Fly Away Home

fly

Author: Jennifer Weiner
Publisher: Atria Books
Genre: Women’s Fiction
Source: Purchased

 

 

Goodreads:  Sometimes all you can do is fly away home . . .

When Sylvie Serfer met Richard Woodruff in law school, she had wild curls, wide hips, and lots of opinions. Decades later, Sylvie has remade herself as the ideal politician’s wife-her hair dyed and straightened, her hippie-chick wardrobe replaced by tailored knit suits. At fifty-seven, she ruefully acknowledges that her job is staying twenty pounds thinner than she was in her twenties and tending to her husband, the senator.

Lizzie, the Woodruffs’ younger daughter, is at twenty-four a recovering addict, whose mantra HALT (Hungry? Angry? Lonely? Tired?) helps her keep her life under control. Still, trouble always seems to find her. Her older sister, Diana, an emergency room physician, has everything Lizzie failed to achieve-a husband, a young son, the perfect home-and yet she’s trapped in a loveless marriage. With temptation waiting in one of the ER’s exam rooms, she finds herself craving more.

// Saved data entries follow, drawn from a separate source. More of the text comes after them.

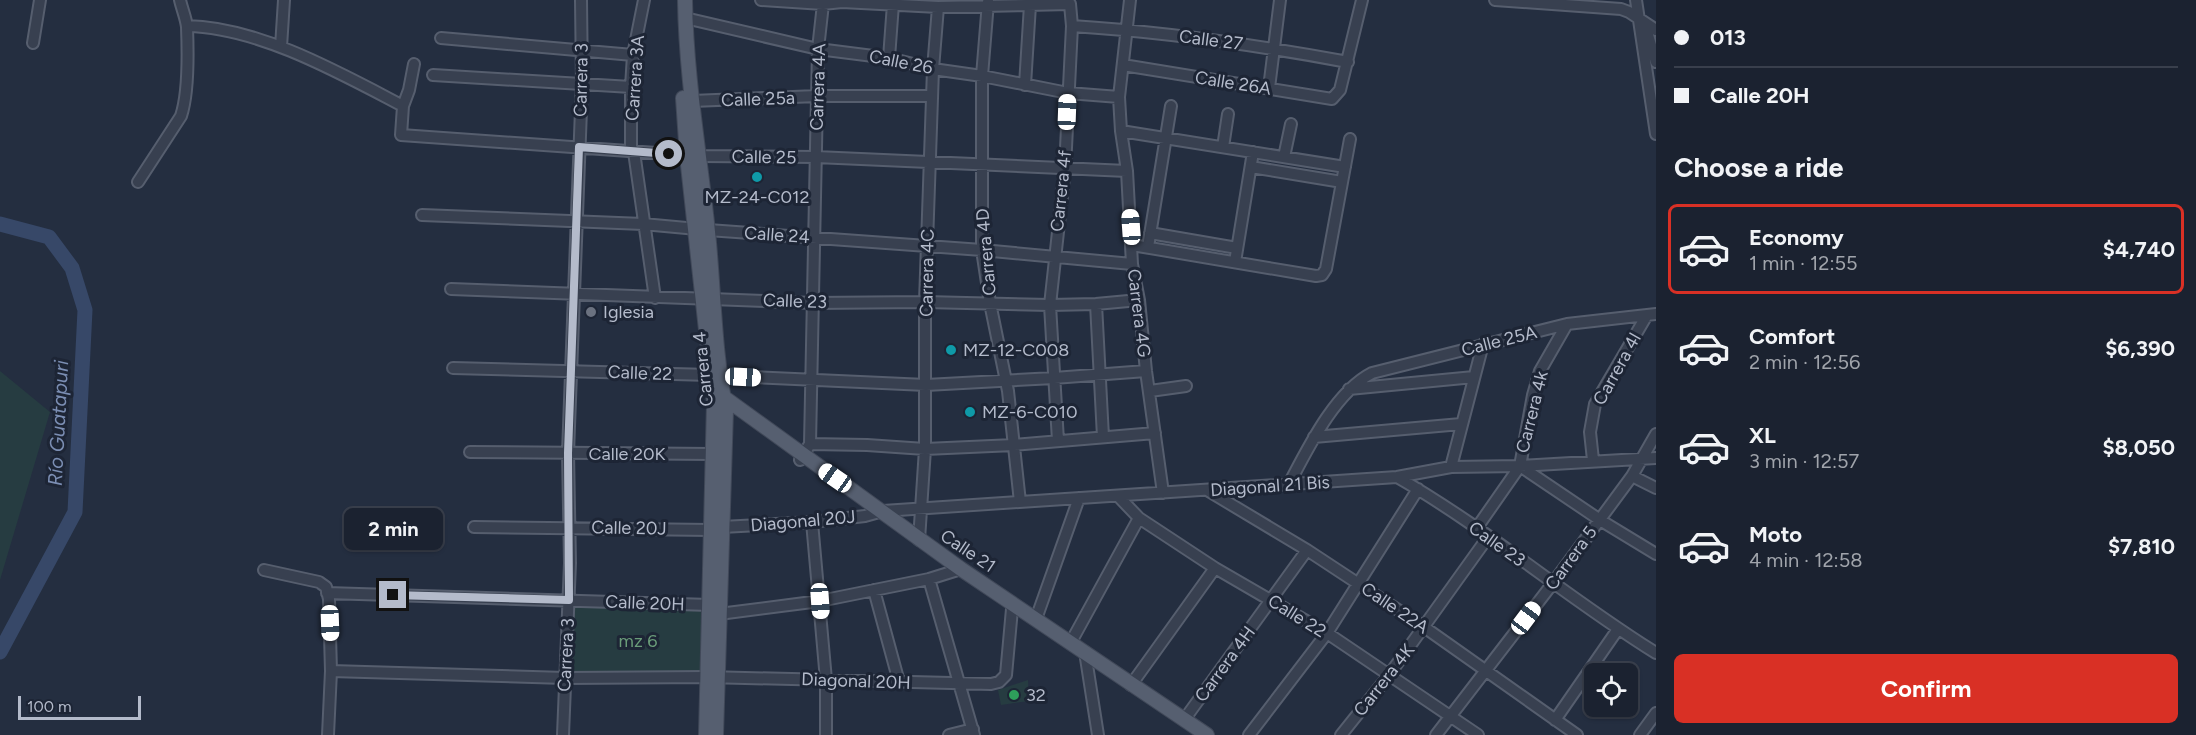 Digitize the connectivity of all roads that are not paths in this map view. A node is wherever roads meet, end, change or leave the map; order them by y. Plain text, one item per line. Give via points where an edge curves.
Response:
1 (40, 0) edge
2 (180, 0) edge
3 (284, 0) edge
4 (581, 0) edge
5 (644, 0) edge
6 (676, 0) edge
7 (685, 0) edge
8 (761, 0) edge
9 (1130, 0) edge
10 (1280, 0) edge
11 (1362, 0) edge
12 (1495, 0) edge
13 (842, 1) edge
14 (988, 3) edge
15 (823, 4) junction
16 (893, 4) junction
17 (1030, 4) junction
18 (938, 7) junction
19 (1638, 12) edge
20 (685, 18) junction
21 (187, 26) junction
22 (1072, 26) junction
23 (1126, 30) junction
24 (1656, 30) edge
25 (441, 38) dead end
26 (33, 43) dead end
27 (281, 47) junction
28 (1275, 48) junction
29 (582, 49) junction
30 (818, 49) junction
31 (633, 55) junction
32 (888, 58) junction
33 (1348, 62) junction
34 (1656, 62) edge
35 (414, 64) dead end
36 (1123, 65) junction
37 (933, 69) junction
38 (433, 75) dead end
39 (982, 76) junction
40 (582, 83) junction
41 (1025, 85) junction
42 (631, 87) junction
43 (1269, 88) junction
44 (1068, 93) junction
45 (817, 96) junction
46 (932, 96) junction
47 (1119, 98) junction
48 (692, 101) junction
49 (403, 106) junction
50 (1171, 106) dead end
51 (1228, 114) dead end
52 (1291, 124) dead end
53 (1121, 131) junction
54 (1656, 134) edge
55 (1166, 137) junction
56 (1350, 139) dead end
57 (579, 147) junction
58 (1223, 147) junction
59 (634, 152) junction
60 (1253, 152) junction
61 (693, 156) junction
62 (1284, 157) junction
63 (816, 158) junction
64 (930, 163) junction
65 (981, 165) junction
66 (1251, 167) junction
67 (1345, 167) junction
68 (1065, 168) junction
69 (1127, 171) junction
70 (138, 182) dead end
71 (1342, 182) junction
72 (422, 214) dead end
73 (576, 220) junction
74 (643, 224) junction
75 (701, 230) junction
76 (1150, 233) junction
77 (815, 238) junction
78 (1132, 245) junction
79 (927, 246) junction
80 (1148, 247) junction
81 (1237, 248) junction
82 (982, 250) junction
83 (1054, 257) junction
84 (1235, 262) junction
85 (1132, 264) junction
86 (451, 290) dead end
87 (574, 294) junction
88 (655, 298) junction
89 (708, 298) junction
90 (1139, 300) junction
91 (926, 302) junction
92 (813, 303) junction
93 (990, 303) junction
94 (1096, 304) junction
95 (1050, 305) junction
96 (1652, 314) edge
97 (1567, 324) junction
98 (1483, 344) junction
99 (453, 368) dead end
100 (1146, 370) junction
101 (571, 371) junction
102 (1100, 373) junction
103 (715, 375) junction
104 (1474, 377) junction
105 (1054, 378) junction
106 (812, 380) junction
107 (1007, 380) junction
108 (926, 384) junction
109 (1186, 386) dead end
110 (1348, 389) junction
111 (1150, 392) junction
112 (719, 400) junction
113 (1461, 424) junction
114 (1155, 433) junction
115 (1656, 434) edge
116 (1103, 437) junction
117 (1314, 437) junction
118 (1058, 441) junction
119 (1014, 445) junction
120 (925, 449) junction
121 (470, 452) dead end
122 (568, 453) junction
123 (804, 453) junction
124 (713, 454) junction
125 (1656, 458) edge
126 (1642, 459) junction
127 (1593, 460) junction
128 (1520, 466) junction
129 (1451, 467) junction
130 (1632, 476) junction
131 (1397, 477) junction
132 (1289, 484) junction
133 (1656, 488) edge
134 (1418, 489) junction
135 (1206, 490) junction
136 (1163, 493) junction
137 (1118, 496) junction
138 (1079, 498) junction
139 (1020, 502) junction
140 (921, 508) junction
141 (879, 512) junction
142 (1139, 518) junction
143 (1600, 520) junction
144 (812, 522) junction
145 (474, 527) dead end
146 (568, 527) junction
147 (717, 528) junction
148 (1476, 529) junction
149 (1488, 537) junction
150 (920, 540) junction
151 (1307, 550) junction
152 (1656, 554) edge
153 (1215, 568) junction
154 (264, 570) dead end
155 (959, 571) junction
156 (929, 579) junction
157 (1553, 583) junction
158 (1359, 584) junction
159 (874, 590) junction
160 (327, 593) junction
161 (1271, 599) junction
162 (569, 600) junction
163 (820, 601) junction
164 (1012, 609) junction
165 (715, 610) junction
166 (1036, 619) junction
167 (1424, 627) junction
168 (1618, 629) junction
169 (1327, 633) junction
170 (1071, 642) junction
171 (1656, 653) edge
172 (1085, 657) junction
173 (331, 671) junction
174 (1486, 671) junction
175 (1389, 675) junction
176 (712, 677) junction
177 (565, 678) junction
178 (826, 680) junction
179 (899, 682) junction
180 (958, 683) junction
181 (1131, 685) junction
182 (1656, 713) edge
183 (1451, 716) junction
184 (1184, 720) junction
185 (1555, 720) junction
186 (974, 732) edge
187 (328, 735) edge
188 (563, 735) edge
189 (706, 735) edge
190 (716, 735) edge
191 (826, 735) edge
192 (949, 735) edge
193 (1098, 735) edge
194 (1192, 735) edge
195 (1207, 735) edge
196 (1249, 735) edge
197 (1341, 735) edge
198 (1436, 735) edge
199 (1478, 735) edge
200 (1577, 735) edge
201 (1640, 735) edge

1 - 26 street
2 - 21 street
3 - 27 street
4 - 29 street, Carrera 3
5 - 31 street, Carrera 3A
6 - 61 main road, Carrera 4
7 - 20 main road, Carrera 4
8 - 15 street
9 - 23 street
10 - 28 street
11 - 33 street
12 - 19 street
13 - 15 street
13 - 16 street
14 - 17 street
14 - 18 street
14 - 39 street, Carrera 4D
15 - 30 street, Carrera 4A
16 - 18 street
16 - 32 street
17 - 22 street, Carrera 4f via 1070,4
17 - 41 street
18 - 37 street, Carrera 4C
19 - 24 street
19 - 34 street
19 - 54 street
20 - 30 street, Calle 26
20 - 48 main road, Carrera 4
21 - 27 street via 230,30
21 - 70 street via 187,88 181,116
22 - 23 street, Calle 27
22 - 44 street, Carrera 4f
23 - 28 street, Calle 27
23 - 36 street
25 - 29 street
27 - 49 street
28 - 33 street, Calle 27
28 - 43 street
29 - 31 street
29 - 40 street, Carrera 3
30 - 32 street, Calle 26
30 - 45 street, Carrera 4A
31 - 42 street, Carrera 3A
32 - 37 street, Calle 26
33 - 43 street, Calle 26A via 1340,90 1332,99
35 - 49 street
36 - 43 street, Calle 26A
36 - 47 street, Carrera 4G
37 - 39 street, Calle 26
37 - 46 street, Carrera 4C
38 - 40 street
39 - 41 street, Calle 26
39 - 65 street, Carrera 4D
40 - 42 street
40 - 57 street, Carrera 3
41 - 44 street, Calle 26
42 - 59 street, Carrera 3A
44 - 47 street, Calle 26
44 - 68 street, Carrera 4f
45 - 46 street, Calle 25a
45 - 48 street, Calle 25a
45 - 63 street, Carrera 4A
46 - 64 street, Carrera 4C
47 - 53 street, Carrera 4G
48 - 61 main road, Carrera 4
49 - 57 street, Calle 25 via 401,135
50 - 55 street
51 - 58 street
52 - 62 street
53 - 55 street
53 - 69 street, Carrera 4G
55 - 58 street
55 - 76 street
56 - 67 street
57 - 59 street, Calle 25
57 - 73 street, Carrera 3
58 - 60 street
59 - 61 street, Calle 25
59 - 74 street, Carrera 3A
60 - 62 street
60 - 66 street
61 - 63 street, Calle 25
61 - 75 main road, Carrera 4
62 - 67 street
63 - 64 street, Calle 25
63 - 77 street, Carrera 4A
64 - 65 street, Calle 25
64 - 79 street, Carrera 4C
65 - 68 street, Calle 25
65 - 82 street, Carrera 4D
66 - 71 street
66 - 81 street
67 - 71 street
68 - 69 street, Calle 25
68 - 83 street, Carrera 4f
69 - 78 street, Carrera 4G
71 - 84 street via 1322,275
72 - 73 street, Calle 24
73 - 74 street, Calle 24
73 - 87 street, Carrera 3
74 - 75 street, Calle 24
74 - 88 street, Carrera 3A
75 - 77 street, Calle 24
75 - 89 main road, Carrera 4
76 - 80 street
76 - 81 street
77 - 79 street, Calle 24
77 - 92 street, Carrera 4A
78 - 80 street
78 - 85 street, Carrera 4G
79 - 82 street, Calle 24
79 - 91 street, Carrera 4C
80 - 84 street
81 - 84 street
82 - 83 street, Calle 24
82 - 93 street, Carrera 4D
83 - 85 street, Calle 24
83 - 95 street, Carrera 4f
85 - 90 street, Carrera 4G
86 - 87 street, Calle 23
87 - 88 street, Calle 23
87 - 101 street, Carrera 3
88 - 89 street, Calle 23
89 - 92 street, Calle 23
89 - 103 main road, Carrera 4
90 - 94 street, Calle 23
90 - 100 street, Carrera 4G
91 - 92 street, Calle 23
91 - 93 street, Calle 23
91 - 108 street, Carrera 4C
92 - 106 street, Carrera 4A
93 - 95 street, Calle 23
93 - 107 street, Carrera 4D
94 - 95 street, Calle 23
94 - 102 street
95 - 105 street, Carrera 4f
96 - 97 street, Calle 25A
96 - 127 street, Carrera 4l via 1595,404 1590,432
97 - 98 street, Calle 25A
97 - 128 street, Carrera 4k via 1540,371
98 - 104 street
98 - 110 street, Calle 25A via 1372,373
99 - 101 street, Calle 22
100 - 102 street, Calle 22
100 - 111 street, Carrera 4G
101 - 103 street, Calle 22
101 - 122 street, Carrera 3
102 - 105 street, Calle 22
102 - 116 street
103 - 106 street, Calle 22
103 - 112 main road, Carrera 4
104 - 110 street
104 - 113 street
105 - 107 street, Calle 22
105 - 118 street, Carrera 4f
106 - 108 street, Calle 22
106 - 123 street, Carrera 4A
107 - 108 street, Calle 22
107 - 119 street, Carrera 4D
108 - 120 street, Carrera 4C
109 - 111 street
110 - 117 street
111 - 114 street, Carrera 4G
112 - 123 main road, Calle 21
112 - 124 main road, Carrera 4
112 - 147 main road, Carrera 4
113 - 117 street
113 - 129 street
114 - 116 street
114 - 136 street, Carrera 4G
115 - 126 street, Carrera 5
116 - 118 street
117 - 132 street
118 - 119 street
119 - 120 street
119 - 139 street, Carrera 4D
120 - 123 street via 867,445
120 - 140 street, Carrera 4C
121 - 122 street, Calle 20K
122 - 124 street, Calle 20K
122 - 146 street, Carrera 3
123 - 141 main road, Calle 21
124 - 147 main road, Carrera 4
125 - 126 street, Diagonal 21 Bis
126 - 127 street, Diagonal 21 Bis
126 - 130 street, Carrera 5
127 - 128 street, Diagonal 21 Bis
128 - 129 street, Diagonal 21 Bis
128 - 143 street
128 - 148 street, Carrera 4k
129 - 131 street, Diagonal 21 Bis
130 - 133 street
130 - 143 street, Carrera 5
131 - 132 street, Diagonal 21 Bis
131 - 134 street, Calle 23
132 - 135 street, Diagonal 21 Bis
134 - 148 street, Calle 23
134 - 158 street
135 - 136 street, Diagonal 21 Bis
135 - 151 street, Calle 22A
136 - 137 street, Diagonal 21 Bis
137 - 138 street, Diagonal 21 Bis
137 - 142 street, Calle 22
138 - 139 street, Diagonal 21 Bis
138 - 166 street
139 - 140 street, Diagonal 21 Bis
140 - 141 street, Diagonal 21 Bis
140 - 150 street, Carrera 4C
141 - 144 street, Diagonal 20J
141 - 150 main road, Calle 21
141 - 155 main road, Calle 21
142 - 153 street, Calle 22
142 - 170 street
143 - 152 street
143 - 157 street, Carrera 5
144 - 147 street, Diagonal 20J
144 - 163 street
145 - 146 street, Calle 20J
146 - 147 street, Calle 20J
146 - 162 street, Carrera 3
147 - 165 main road, Carrera 4
148 - 149 street, Calle 23
149 - 157 street, Calle 23
149 - 167 street, Carrera 4K
150 - 155 main road, Calle 21
151 - 158 street, Calle 22A
151 - 161 street, Carrera 4H
153 - 161 street, Calle 22
153 - 181 street
154 - 160 street via 319,582
155 - 156 street, Calle 20H
155 - 164 main road, Calle 21
155 - 166 main road, Calle 21
156 - 159 street, Calle 20H
156 - 180 street
157 - 168 street, Calle 23
157 - 174 street, Carrera 5
158 - 167 street, Calle 22A
158 - 169 street
159 - 163 street, Calle 20H
159 - 179 street
160 - 162 street, Calle 20H
160 - 173 street
161 - 169 street, Calle 22
161 - 184 street, Carrera 4H
162 - 165 street, Calle 20H
162 - 177 street, Carrera 3
163 - 165 street, Calle 20H
163 - 178 street
164 - 172 main road, Calle 21
164 - 180 street, Diagonal 20H via 1004,679 991,684
165 - 176 main road, Carrera 4
166 - 170 main road, Calle 21
167 - 174 street, Calle 22A
167 - 175 street, Carrera 4K
168 - 171 street, Calle 23
168 - 185 street
169 - 175 street, Calle 22
169 - 196 street
170 - 172 main road, Calle 21
172 - 181 main road, Calle 21
172 - 193 street
172 - 194 main road, Calle 21
173 - 177 street
173 - 187 street
174 - 183 street, Carrera 5
174 - 185 street, Calle 22A
175 - 183 street, Calle 22
175 - 197 street, Carrera 4K
176 - 177 street
176 - 178 street, Diagonal 20H
176 - 189 main road, Carrera 4
176 - 190 main road, Carrera 4
177 - 188 street, Carrera 3
178 - 179 street, Diagonal 20H
178 - 191 street
179 - 180 street, Diagonal 20H
180 - 186 street
181 - 184 main road, Calle 21
182 - 201 street
183 - 198 street, Carrera 5
183 - 199 street, Calle 22
184 - 195 main road, Calle 21
185 - 200 street, Calle 22A
186 - 192 street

After Richard’s extramarital affair makes headlines, the three women are drawn into the painful glare of the national spotlight. Once the press conference is over, each is forced to reconsider her life, who she is and who she is meant to be.

Written with an irresistible blend of heartbreak and hilarity, Fly Away Home is an unforgettable story of a mother and two daughters who after a lifetime of distance finally learn to find refuge in one another.

Ope’s Opinion:  I am not sure what I was expecting when I started this book.  The synopsis talks about a man cheating on his wife, so the fact that this was a sad, depressing book should not have been a surprise.

Sylvie put her husband above all else – mistake!
Diana’s character is judgemental when she has no right to be – look in the mirror!
Lizzie is flighty and actually the most enjoyable of the three.

There is a very explicit, crude sexual scene in the beginning of the book that just set me off from the beginning.  It was to give you information about Diana.  That information could have been dispensed in a much more subtle way and still gotten the point across.  From there I just couldn’t like her.

The ending was not what I was expecting and not sure it felt satisfying either.